Niyabah penunjukan wakil setelah Imam Zaman as–pada gaib sugro- memiliki dua tujuan pokok:
Pertama: mempersiapkan seluruh masyrakat untuk menghadapi gaib kubro dan secara bertahap membiasakan manusia akan kehidupan tersembunyi Imam yang lama serta mengingatkan manusia akan masalah gaibah ini. Jika Imam secara langsung dan tanpa adanya mukadimah lenyap dan gaib, hal ini akan menyebabkan pengingkaran masyarakat secara menyeluruh tentang Imam Mahdi as. Dengan demikian pengganti dan wakil Imam dalam priode gaibah sugro menjalankan tugas untuk menyiapkan manusia menghadapi gaibah kubro.
Kedua: mengkoordinir dan memimpin para pecinta Imam as dan menjaga maslahat social kaum syi’ah, mereka mengisi kekosongan Imam as di tengah-tengah mayarakat syi’ah, Imam as pun dengan prantara wakil-wakil khusus tersebut mampu memimpin masyarakat dan menebus berbagai kekurangan yang ditimbulkan akibat ketidakhadiran beliau as. Dan yang lebih penting lagi menjaga eksistensi dan kepentingan kaum syi’ah dari kesirnaan akibat ulah para musuh Ahlulbait.

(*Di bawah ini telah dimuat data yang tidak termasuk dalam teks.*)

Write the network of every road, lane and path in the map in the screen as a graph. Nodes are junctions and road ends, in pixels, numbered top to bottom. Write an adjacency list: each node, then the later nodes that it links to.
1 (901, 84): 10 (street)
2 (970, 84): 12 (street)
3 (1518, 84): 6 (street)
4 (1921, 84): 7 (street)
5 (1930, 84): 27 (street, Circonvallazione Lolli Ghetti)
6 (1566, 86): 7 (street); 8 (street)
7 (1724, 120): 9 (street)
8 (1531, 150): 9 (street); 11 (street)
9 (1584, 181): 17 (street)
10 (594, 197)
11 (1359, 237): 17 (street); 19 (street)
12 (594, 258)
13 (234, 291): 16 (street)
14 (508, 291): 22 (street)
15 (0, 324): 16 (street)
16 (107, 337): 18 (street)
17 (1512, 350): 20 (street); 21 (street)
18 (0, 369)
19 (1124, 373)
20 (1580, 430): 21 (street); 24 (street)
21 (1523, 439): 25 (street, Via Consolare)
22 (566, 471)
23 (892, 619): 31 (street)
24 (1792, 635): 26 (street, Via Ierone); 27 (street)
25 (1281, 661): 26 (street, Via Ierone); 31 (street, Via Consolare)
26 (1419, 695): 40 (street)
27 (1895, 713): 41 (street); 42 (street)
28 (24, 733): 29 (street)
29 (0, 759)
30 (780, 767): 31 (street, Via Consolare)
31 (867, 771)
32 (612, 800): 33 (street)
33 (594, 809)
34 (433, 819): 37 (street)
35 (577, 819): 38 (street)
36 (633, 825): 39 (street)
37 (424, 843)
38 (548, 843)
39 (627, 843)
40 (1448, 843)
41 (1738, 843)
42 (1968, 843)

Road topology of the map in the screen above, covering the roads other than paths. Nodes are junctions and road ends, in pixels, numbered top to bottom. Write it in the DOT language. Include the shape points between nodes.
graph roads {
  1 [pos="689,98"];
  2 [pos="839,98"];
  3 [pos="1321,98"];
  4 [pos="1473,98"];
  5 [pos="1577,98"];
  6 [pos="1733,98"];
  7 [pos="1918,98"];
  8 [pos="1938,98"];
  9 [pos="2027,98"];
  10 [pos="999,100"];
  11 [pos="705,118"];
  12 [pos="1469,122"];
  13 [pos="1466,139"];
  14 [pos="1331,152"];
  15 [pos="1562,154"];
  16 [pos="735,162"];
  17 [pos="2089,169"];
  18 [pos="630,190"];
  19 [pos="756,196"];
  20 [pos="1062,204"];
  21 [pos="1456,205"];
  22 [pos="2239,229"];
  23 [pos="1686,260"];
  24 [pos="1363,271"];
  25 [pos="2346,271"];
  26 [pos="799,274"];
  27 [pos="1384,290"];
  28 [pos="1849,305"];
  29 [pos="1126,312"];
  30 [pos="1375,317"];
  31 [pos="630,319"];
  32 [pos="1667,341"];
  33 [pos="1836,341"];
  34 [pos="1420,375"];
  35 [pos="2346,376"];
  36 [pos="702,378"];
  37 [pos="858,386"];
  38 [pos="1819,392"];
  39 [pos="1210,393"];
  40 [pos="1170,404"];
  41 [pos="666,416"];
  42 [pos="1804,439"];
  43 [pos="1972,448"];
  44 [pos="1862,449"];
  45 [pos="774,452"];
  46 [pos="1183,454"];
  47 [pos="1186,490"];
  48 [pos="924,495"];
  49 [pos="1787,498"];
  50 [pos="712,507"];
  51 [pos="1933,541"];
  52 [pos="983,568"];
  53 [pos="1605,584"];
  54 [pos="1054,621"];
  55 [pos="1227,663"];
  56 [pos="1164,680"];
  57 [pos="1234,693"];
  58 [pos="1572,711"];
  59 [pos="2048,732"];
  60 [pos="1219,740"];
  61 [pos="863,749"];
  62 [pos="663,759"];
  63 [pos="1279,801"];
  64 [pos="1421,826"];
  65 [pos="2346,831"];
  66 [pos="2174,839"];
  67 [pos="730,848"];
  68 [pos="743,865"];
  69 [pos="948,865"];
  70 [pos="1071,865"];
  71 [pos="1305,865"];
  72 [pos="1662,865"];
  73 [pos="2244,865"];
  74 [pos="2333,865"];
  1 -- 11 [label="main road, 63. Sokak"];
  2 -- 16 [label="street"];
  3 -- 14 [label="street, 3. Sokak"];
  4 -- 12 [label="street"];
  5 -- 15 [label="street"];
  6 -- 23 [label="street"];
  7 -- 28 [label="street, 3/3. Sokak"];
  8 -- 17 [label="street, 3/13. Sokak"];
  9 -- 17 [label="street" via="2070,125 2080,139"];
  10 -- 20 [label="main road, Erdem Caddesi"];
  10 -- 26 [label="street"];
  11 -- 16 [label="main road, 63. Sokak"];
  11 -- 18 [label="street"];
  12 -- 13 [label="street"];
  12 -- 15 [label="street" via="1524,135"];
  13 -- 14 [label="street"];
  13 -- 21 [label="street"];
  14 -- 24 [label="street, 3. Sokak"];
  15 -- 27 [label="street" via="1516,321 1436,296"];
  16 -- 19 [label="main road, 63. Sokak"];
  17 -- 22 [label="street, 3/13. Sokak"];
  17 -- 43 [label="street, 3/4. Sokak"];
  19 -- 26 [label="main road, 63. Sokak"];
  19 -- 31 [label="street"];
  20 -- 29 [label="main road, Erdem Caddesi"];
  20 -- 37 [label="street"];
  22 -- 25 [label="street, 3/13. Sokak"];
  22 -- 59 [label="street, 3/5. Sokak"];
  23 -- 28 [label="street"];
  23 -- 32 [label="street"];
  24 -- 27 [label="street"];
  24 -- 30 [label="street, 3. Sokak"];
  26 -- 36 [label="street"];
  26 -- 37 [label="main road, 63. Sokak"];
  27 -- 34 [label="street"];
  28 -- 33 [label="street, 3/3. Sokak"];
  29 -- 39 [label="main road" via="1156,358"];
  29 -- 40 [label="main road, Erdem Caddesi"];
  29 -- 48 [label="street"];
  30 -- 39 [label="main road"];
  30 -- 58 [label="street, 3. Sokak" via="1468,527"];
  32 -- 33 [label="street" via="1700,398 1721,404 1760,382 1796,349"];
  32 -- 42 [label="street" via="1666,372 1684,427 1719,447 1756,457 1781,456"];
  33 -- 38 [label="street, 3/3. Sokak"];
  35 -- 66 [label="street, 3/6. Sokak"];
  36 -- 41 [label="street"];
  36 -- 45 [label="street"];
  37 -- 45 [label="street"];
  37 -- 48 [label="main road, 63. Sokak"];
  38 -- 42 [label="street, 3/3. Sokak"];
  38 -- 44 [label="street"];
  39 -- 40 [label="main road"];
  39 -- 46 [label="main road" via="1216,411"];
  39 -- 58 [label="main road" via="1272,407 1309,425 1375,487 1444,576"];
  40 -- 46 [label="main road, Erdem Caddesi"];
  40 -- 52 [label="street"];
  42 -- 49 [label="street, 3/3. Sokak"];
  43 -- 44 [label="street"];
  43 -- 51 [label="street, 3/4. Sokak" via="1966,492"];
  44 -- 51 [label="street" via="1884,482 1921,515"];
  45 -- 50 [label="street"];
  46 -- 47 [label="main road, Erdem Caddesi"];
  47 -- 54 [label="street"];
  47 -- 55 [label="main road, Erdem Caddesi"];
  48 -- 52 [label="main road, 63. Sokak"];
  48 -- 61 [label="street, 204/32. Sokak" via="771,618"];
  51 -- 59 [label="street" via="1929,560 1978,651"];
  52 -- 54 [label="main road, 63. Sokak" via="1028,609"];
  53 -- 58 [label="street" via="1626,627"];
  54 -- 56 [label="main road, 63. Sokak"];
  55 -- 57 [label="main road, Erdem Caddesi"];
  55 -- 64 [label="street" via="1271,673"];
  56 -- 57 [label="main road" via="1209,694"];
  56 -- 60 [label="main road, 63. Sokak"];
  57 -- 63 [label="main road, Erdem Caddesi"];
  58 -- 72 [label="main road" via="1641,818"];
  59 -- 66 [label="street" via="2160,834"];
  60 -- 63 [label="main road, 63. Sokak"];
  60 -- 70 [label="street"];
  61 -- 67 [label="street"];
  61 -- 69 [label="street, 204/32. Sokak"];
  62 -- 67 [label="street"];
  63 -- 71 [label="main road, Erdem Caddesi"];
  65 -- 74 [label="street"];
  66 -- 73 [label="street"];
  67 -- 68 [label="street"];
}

Tugas dan kehidupan para wakil khusus ini, tidak dapat dipisahkan satu sama lain, kehiupan mereka sarat aktifitas dan tugas yang diemban mereka dari Imam as, barangsiapa membaca dan mengkaji kehidupan para wakil ini, niscaya dia akan memahami betapa besar ketulusan dan kegigihan mereka dalam berbagai bidang kehidupan yang mereka geluti; politik, social, budaya, ilmiyah dan bidang-bidang yang lain.
Berikut ini, tugas dan aktifitas yang dilakukan oleh seluruh wakil tanpa terkecuali;
Merahasiakan nama dan tempat Imam Mahdi as berada, serta melenyapkan keraguan tentang beliau as
Dari hadis-hadis yang telah dinukil dari wakil-wakil khusus dan tawqi’ yang muncul dari Imam as
Menjaga persatuan kalangan syi’ah.
Menjawab pertanyaan-pertanyaan dalam berbagai bidang; fiqh, aqidah dan masalah ilmiyah yang lain.
Melawan para Naib (penganti) gadungan.
Memungut dan mendistribusikan harta dan kekayaan yang berhubungan dengan Imam Zaman as.
Mengkoordinasi para wakil yang tersebar di berbagai wilayah.